Stored items

________

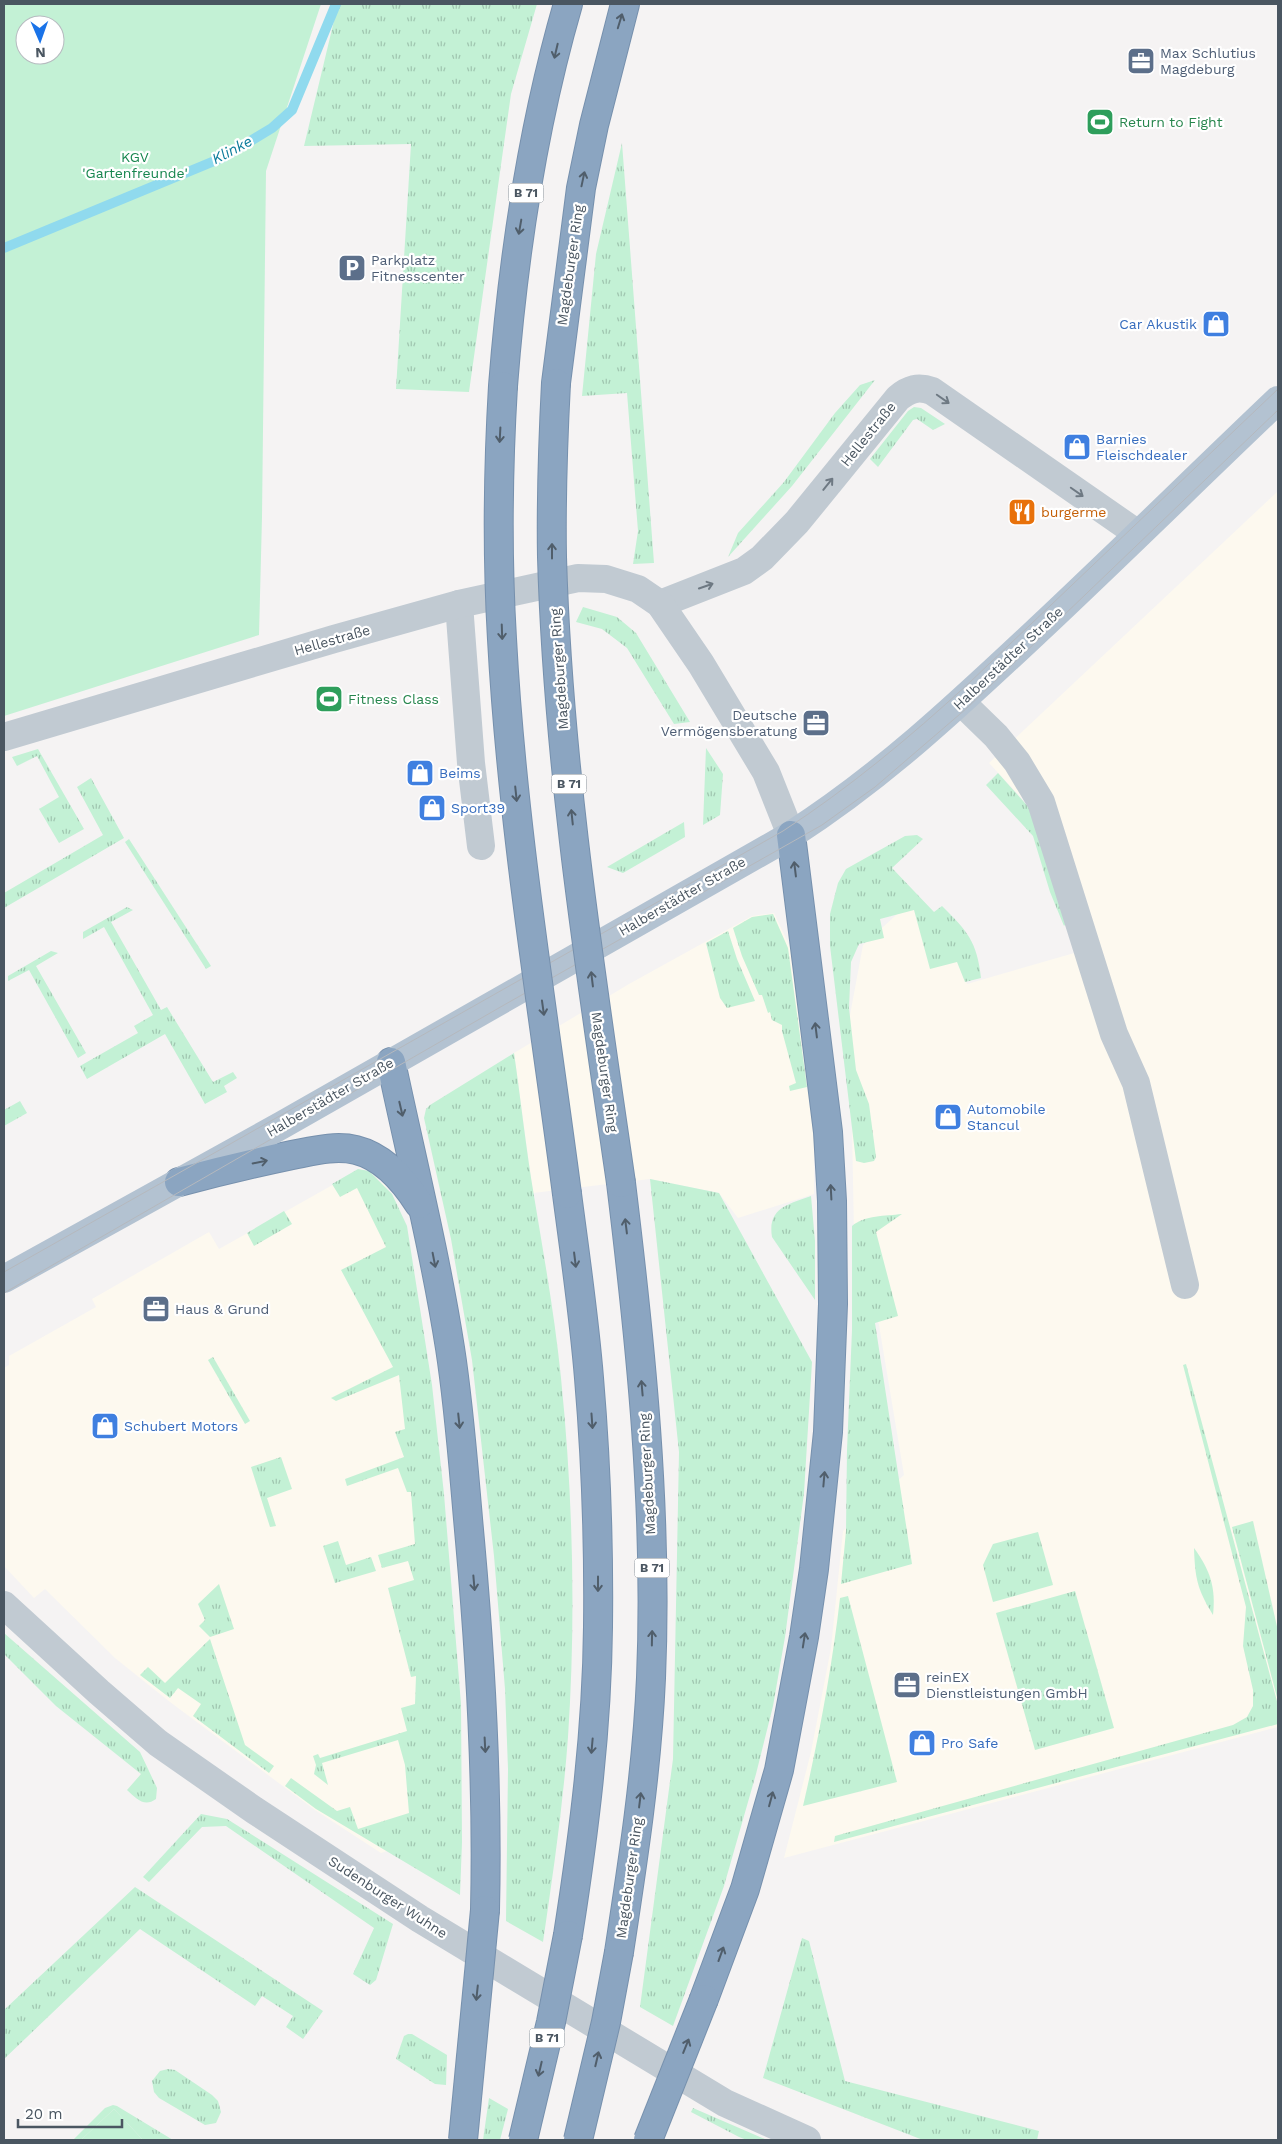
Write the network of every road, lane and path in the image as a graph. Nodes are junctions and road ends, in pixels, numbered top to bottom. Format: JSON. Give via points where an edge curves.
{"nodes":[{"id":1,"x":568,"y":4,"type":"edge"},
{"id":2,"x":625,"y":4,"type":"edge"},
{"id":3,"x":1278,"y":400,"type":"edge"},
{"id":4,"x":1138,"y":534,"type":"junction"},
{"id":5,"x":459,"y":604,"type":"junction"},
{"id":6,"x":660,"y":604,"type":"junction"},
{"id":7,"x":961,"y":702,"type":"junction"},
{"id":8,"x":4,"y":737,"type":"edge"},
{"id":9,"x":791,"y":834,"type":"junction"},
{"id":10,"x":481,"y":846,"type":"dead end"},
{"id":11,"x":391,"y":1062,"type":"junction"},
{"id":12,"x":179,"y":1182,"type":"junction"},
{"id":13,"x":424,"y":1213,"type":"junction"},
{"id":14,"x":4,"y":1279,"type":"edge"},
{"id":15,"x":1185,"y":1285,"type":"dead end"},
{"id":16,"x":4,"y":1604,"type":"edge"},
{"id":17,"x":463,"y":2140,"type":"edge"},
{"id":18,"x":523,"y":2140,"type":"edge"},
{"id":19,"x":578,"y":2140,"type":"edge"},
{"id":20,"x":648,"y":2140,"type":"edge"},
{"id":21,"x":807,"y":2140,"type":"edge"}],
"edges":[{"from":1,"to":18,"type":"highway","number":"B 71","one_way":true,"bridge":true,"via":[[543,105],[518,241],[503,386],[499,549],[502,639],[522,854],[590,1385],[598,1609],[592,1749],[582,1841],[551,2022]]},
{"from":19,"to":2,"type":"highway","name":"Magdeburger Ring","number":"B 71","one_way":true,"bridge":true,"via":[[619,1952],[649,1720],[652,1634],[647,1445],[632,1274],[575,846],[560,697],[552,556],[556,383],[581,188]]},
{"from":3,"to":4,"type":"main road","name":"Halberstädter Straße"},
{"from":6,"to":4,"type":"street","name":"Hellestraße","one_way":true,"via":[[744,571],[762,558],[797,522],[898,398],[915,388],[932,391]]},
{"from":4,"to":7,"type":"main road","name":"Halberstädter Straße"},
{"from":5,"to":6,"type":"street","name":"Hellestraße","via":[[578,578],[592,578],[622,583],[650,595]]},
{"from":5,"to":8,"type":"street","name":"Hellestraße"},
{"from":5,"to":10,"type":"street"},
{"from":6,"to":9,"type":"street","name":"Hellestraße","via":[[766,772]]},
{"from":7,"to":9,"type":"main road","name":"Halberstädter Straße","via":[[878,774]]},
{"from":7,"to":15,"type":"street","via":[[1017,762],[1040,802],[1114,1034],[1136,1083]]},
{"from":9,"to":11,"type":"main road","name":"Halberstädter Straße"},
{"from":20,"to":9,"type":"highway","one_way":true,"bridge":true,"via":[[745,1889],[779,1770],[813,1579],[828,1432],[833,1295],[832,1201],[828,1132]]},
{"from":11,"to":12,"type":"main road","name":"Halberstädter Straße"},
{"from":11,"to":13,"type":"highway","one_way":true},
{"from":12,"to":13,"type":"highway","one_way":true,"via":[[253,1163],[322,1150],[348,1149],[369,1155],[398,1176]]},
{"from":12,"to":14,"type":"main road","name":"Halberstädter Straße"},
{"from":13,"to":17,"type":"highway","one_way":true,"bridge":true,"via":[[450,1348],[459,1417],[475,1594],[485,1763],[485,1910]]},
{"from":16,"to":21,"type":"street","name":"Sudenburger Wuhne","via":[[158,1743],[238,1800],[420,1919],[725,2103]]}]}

________

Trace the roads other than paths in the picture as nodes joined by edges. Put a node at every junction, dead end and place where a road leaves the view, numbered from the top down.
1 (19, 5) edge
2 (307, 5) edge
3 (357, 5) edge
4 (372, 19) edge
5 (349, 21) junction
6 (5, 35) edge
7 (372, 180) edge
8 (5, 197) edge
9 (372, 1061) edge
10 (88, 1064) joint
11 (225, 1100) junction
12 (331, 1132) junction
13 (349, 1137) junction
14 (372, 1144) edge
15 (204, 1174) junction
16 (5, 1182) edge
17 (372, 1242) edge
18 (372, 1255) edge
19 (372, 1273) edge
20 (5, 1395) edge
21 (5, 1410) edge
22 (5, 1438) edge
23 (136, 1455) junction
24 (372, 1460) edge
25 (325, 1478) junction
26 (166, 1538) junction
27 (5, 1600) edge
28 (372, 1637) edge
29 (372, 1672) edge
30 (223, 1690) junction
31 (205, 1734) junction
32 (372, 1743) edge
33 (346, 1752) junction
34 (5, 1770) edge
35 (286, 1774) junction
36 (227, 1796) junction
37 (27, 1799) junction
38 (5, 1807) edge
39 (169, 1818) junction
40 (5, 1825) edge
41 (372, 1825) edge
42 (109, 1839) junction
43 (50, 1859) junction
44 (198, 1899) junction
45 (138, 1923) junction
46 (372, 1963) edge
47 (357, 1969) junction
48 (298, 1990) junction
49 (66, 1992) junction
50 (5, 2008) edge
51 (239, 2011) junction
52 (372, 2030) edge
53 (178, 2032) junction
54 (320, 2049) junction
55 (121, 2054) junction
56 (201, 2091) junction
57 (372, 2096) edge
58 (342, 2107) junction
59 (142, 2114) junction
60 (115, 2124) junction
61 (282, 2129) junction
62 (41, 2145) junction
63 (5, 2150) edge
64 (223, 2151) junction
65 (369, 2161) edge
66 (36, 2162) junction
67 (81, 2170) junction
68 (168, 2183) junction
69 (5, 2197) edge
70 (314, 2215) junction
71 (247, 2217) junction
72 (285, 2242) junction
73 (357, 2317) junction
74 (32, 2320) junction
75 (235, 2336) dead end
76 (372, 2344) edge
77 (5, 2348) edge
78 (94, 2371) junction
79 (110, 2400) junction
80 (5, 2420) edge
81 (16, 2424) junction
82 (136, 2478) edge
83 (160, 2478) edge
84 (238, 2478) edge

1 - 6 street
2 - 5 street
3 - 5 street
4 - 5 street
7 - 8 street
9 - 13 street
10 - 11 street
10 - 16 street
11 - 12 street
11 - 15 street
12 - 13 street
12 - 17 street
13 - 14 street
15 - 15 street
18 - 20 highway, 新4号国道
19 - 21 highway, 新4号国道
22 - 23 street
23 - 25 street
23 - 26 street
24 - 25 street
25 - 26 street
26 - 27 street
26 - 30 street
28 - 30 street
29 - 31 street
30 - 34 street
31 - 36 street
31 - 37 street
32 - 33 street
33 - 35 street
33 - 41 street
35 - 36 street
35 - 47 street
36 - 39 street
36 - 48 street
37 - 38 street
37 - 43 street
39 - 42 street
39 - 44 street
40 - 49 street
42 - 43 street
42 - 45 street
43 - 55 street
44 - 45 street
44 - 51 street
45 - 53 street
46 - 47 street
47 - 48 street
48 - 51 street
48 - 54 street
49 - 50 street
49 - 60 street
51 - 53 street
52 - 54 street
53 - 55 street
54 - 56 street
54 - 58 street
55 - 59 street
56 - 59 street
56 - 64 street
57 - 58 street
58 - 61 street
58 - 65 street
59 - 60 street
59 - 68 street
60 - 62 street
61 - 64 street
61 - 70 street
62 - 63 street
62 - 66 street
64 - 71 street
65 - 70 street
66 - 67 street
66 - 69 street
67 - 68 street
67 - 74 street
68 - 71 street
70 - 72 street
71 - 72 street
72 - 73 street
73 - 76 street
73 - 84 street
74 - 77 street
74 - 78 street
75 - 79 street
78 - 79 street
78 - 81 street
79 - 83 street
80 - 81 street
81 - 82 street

________

▶ **To do**: Copy out every line from the data above that has "dead" in it.

▶ **Reply to the task**:
{"id":10,"x":481,"y":846,"type":"dead end"},
{"id":15,"x":1185,"y":1285,"type":"dead end"},
Trace the roads other than paths in the picture as nodes joined by edges. Put a node at every junction, dead end and place where a road leaves the view, numbered from the top down.
75 (235, 2336) dead end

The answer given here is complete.